Exercise instructions:
Report every line of the records below that includes the string "dead".

Data to examine:

++++++++

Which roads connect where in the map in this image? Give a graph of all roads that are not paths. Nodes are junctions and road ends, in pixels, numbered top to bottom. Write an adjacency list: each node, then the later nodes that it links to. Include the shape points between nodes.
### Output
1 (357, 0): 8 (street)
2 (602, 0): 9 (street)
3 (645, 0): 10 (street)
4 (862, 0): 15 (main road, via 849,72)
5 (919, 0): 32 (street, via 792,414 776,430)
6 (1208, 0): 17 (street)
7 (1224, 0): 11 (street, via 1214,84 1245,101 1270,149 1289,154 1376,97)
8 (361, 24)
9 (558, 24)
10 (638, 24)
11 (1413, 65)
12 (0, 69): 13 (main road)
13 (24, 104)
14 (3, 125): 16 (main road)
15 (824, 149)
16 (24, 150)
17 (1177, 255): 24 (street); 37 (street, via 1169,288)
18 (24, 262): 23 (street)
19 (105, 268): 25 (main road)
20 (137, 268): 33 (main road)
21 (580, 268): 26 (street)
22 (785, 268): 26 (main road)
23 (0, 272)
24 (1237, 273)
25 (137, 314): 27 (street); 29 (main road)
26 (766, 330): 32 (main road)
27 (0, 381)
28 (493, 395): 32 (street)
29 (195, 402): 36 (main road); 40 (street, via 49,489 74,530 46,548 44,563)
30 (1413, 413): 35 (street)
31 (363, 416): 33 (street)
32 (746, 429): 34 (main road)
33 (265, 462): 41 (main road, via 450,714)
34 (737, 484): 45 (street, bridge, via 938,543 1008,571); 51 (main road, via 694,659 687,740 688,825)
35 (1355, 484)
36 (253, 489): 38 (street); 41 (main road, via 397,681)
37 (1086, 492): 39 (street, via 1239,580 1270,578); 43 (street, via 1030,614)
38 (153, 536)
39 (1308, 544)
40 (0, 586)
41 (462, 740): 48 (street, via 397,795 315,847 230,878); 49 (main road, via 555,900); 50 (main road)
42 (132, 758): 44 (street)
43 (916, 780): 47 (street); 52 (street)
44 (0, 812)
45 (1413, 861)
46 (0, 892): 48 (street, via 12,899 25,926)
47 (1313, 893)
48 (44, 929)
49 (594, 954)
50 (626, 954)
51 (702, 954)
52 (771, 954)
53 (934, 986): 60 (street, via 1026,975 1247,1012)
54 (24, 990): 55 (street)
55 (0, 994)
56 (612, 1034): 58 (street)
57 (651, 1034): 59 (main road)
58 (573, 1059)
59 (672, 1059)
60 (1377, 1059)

++++++++

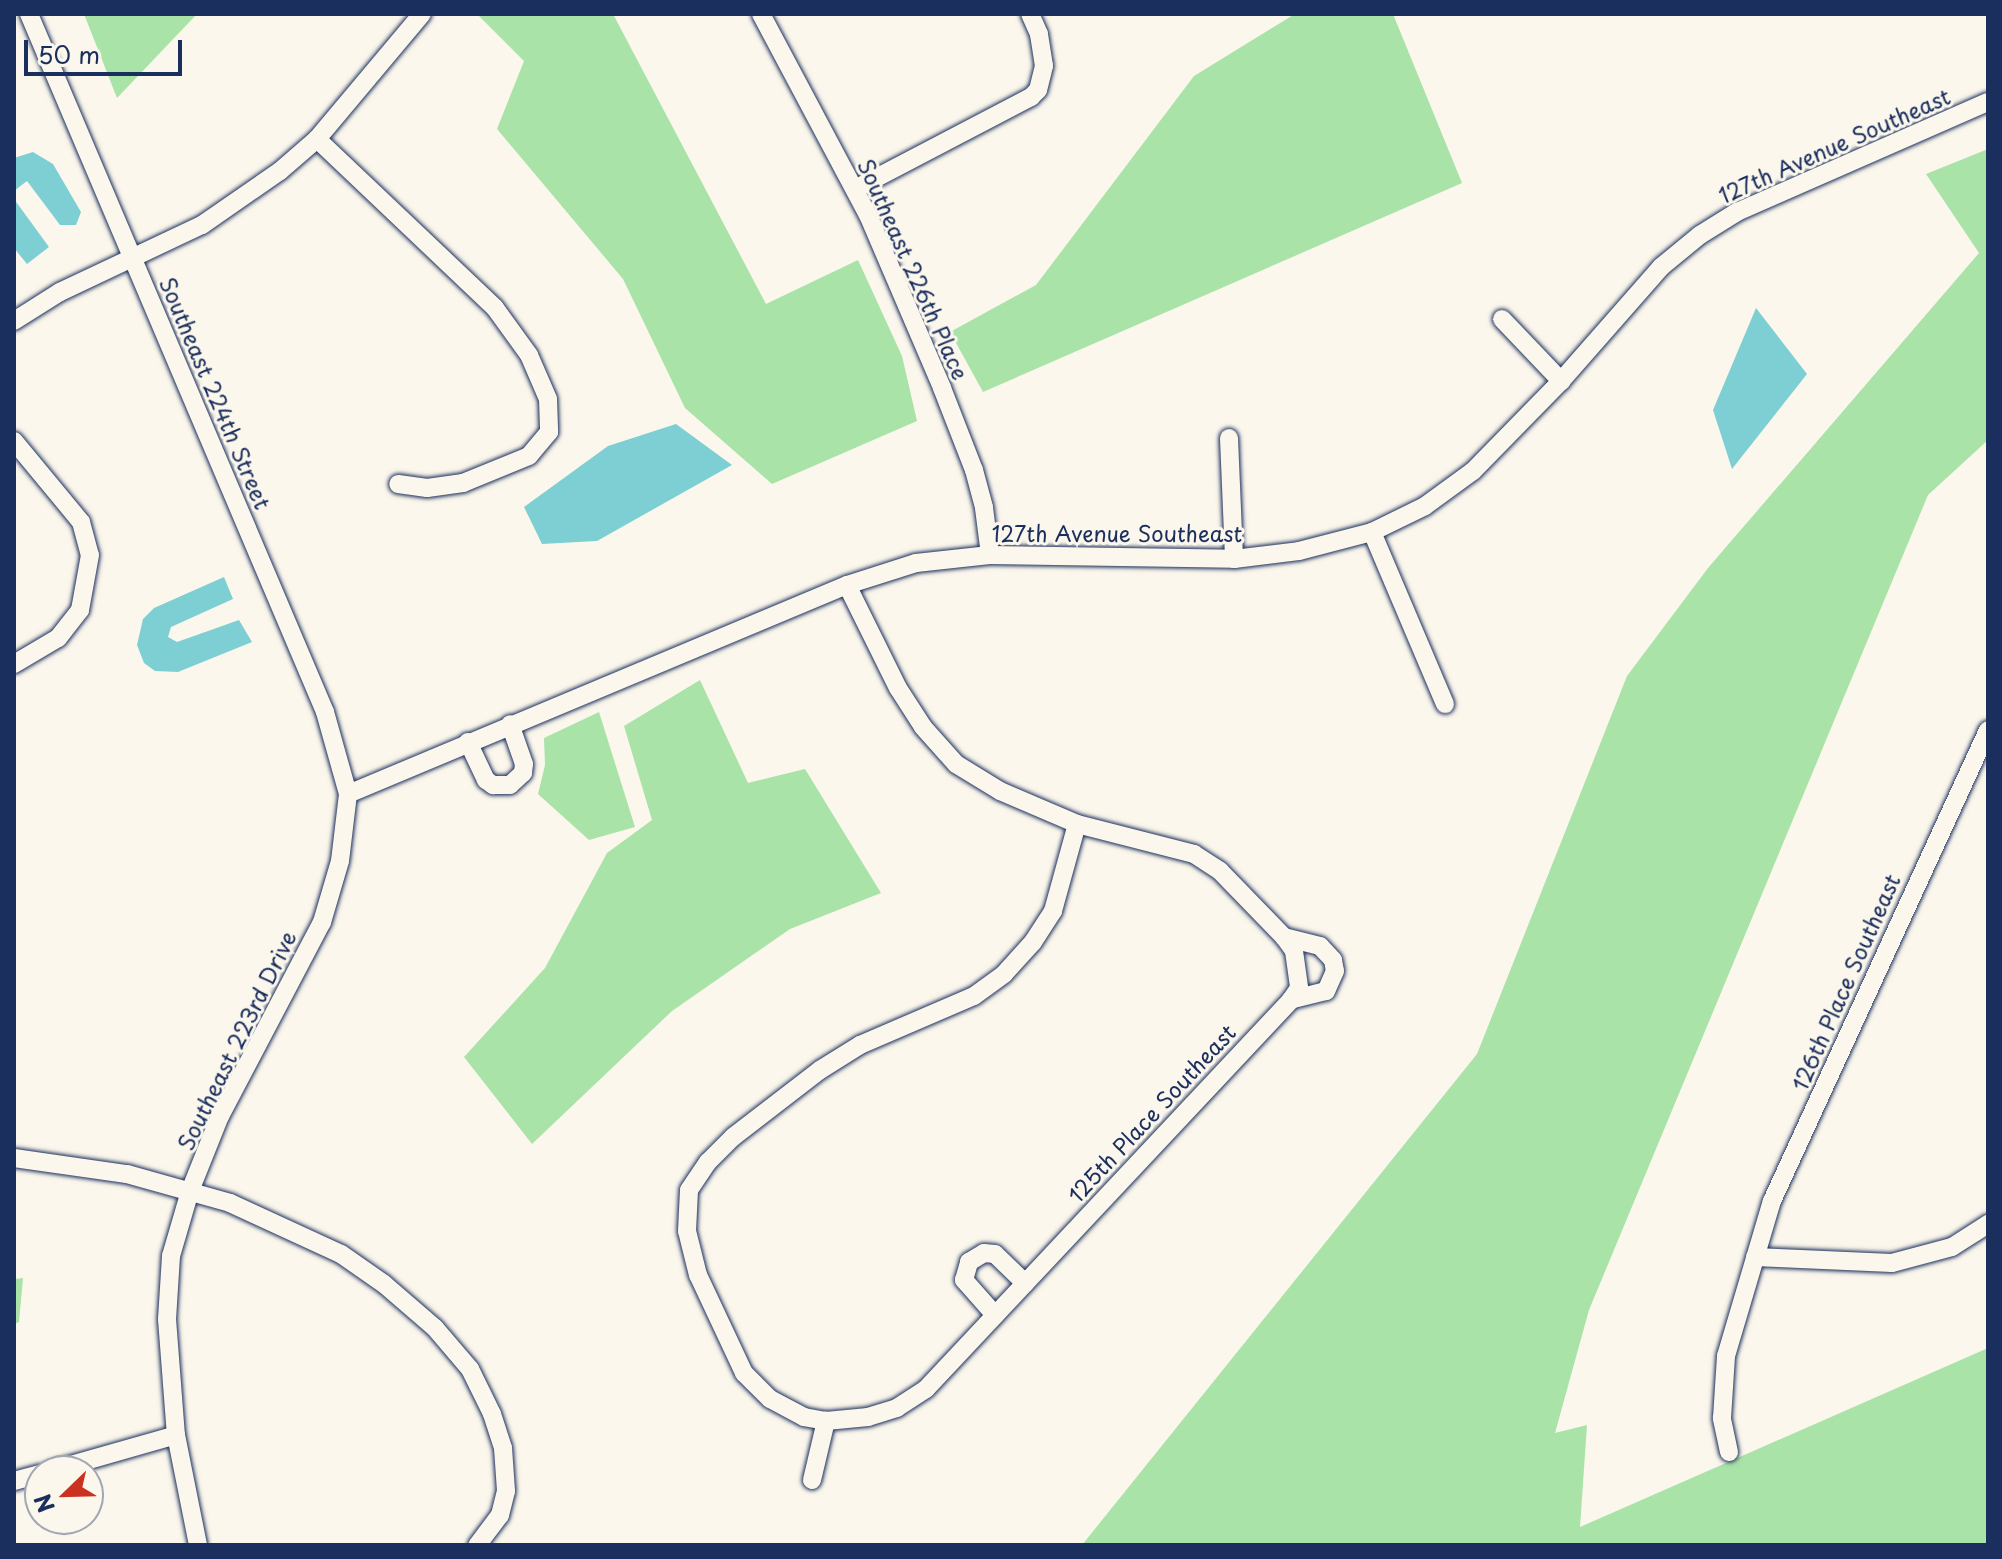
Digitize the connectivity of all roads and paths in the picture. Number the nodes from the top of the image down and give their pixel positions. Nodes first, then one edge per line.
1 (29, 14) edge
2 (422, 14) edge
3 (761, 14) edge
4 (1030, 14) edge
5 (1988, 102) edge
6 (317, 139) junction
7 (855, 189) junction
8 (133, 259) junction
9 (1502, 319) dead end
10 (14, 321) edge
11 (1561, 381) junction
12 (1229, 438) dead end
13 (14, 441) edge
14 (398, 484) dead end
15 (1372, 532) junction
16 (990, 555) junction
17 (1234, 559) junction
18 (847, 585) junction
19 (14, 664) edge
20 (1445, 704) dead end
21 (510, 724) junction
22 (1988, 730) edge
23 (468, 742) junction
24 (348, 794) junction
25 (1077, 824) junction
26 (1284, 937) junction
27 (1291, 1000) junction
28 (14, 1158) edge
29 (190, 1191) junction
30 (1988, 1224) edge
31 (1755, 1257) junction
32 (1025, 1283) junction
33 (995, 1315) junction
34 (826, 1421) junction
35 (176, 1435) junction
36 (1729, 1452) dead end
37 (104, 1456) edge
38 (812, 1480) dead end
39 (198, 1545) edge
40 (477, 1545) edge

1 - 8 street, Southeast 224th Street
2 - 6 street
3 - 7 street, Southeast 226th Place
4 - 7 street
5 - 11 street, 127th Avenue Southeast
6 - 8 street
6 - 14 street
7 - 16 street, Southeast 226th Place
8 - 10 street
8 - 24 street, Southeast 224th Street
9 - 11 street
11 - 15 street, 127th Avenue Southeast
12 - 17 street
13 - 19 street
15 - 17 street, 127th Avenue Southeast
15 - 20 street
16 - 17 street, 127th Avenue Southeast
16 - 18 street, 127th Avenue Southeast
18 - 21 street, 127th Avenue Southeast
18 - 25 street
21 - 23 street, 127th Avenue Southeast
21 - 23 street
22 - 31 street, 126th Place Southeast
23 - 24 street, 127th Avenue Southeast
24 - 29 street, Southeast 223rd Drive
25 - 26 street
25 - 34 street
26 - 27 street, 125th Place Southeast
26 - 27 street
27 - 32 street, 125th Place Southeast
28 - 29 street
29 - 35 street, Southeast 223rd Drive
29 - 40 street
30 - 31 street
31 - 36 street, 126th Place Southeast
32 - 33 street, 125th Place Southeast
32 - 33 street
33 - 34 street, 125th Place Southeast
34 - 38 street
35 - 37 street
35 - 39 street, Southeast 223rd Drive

++++++++

Written solution:
9 (1502, 319) dead end
12 (1229, 438) dead end
14 (398, 484) dead end
20 (1445, 704) dead end
36 (1729, 1452) dead end
38 (812, 1480) dead end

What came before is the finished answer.